Nikki and Nori are my two spayed female cats. Nikki is my cuddly master huntress that adopted me when I was still in high school. We're not sure exactly how old she is, but she's at least 6 years old. Nori is my princess. She comes to me when I call her name even if my beast-master of a husband is petting her at the time. She is truely my cat whereas Nikki will be anyone's cat if only they'll pet her.










Here are Nikki and Nori having a cuddle nap on our bed.










This is Nikki trying to convince me to put the camera down and pet her. Sorry it's a little blurry. I was trying to keep Nikki looking at the camera by holding one of my arms out like I was about to pet her.










Here's a close-up of Nori's beautiful baby blues.


----------



## lexxie109 (Jan 20, 2003)

Your cats are beautiful! They look like they're best buds sleeping together in the first picture. I love Nori's blue eyes, their stunning.


----------



## Max&Ben (Feb 7, 2003)

[sigh] Max & Ben never sleep together like that. It's so sweeet.


----------



## koneko (Feb 24, 2003)

I caught them all on the bed at the same time a few hours ago!

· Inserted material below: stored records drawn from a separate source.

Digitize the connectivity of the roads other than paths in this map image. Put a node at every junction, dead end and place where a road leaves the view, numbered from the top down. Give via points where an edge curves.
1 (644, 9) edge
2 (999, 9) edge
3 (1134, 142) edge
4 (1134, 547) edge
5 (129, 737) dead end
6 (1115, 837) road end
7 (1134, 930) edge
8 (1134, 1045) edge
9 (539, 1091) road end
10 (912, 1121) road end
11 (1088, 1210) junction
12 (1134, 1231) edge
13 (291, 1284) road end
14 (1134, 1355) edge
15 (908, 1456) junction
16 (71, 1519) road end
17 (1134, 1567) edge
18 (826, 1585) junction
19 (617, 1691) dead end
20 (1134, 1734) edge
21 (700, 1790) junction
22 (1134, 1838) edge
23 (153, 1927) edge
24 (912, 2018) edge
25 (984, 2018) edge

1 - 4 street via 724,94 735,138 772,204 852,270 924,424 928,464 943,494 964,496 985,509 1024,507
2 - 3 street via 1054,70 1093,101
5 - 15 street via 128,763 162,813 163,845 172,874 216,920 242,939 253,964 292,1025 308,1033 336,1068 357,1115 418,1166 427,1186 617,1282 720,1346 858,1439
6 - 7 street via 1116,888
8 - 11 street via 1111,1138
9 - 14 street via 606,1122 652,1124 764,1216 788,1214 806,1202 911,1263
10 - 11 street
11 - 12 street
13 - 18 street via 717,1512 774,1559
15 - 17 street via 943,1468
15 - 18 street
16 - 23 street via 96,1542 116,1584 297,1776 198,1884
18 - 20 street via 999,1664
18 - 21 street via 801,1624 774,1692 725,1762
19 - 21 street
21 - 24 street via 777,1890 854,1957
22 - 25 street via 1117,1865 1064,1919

I wasn't going to post this pic because I've already posted so many, but I just can't resist...










- koneko


----------



## Max&Ben (Feb 7, 2003)

There is no such thing as "too many pictures" especially since you're only linking the pics here. Don't hesitate to post more. I am really enjoying all these great shots of your cats. 

....hey, we are all proud parents here!


----------



## lexxie109 (Jan 20, 2003)

So do I, there great pictures. Post more, your kitties are so cute!


----------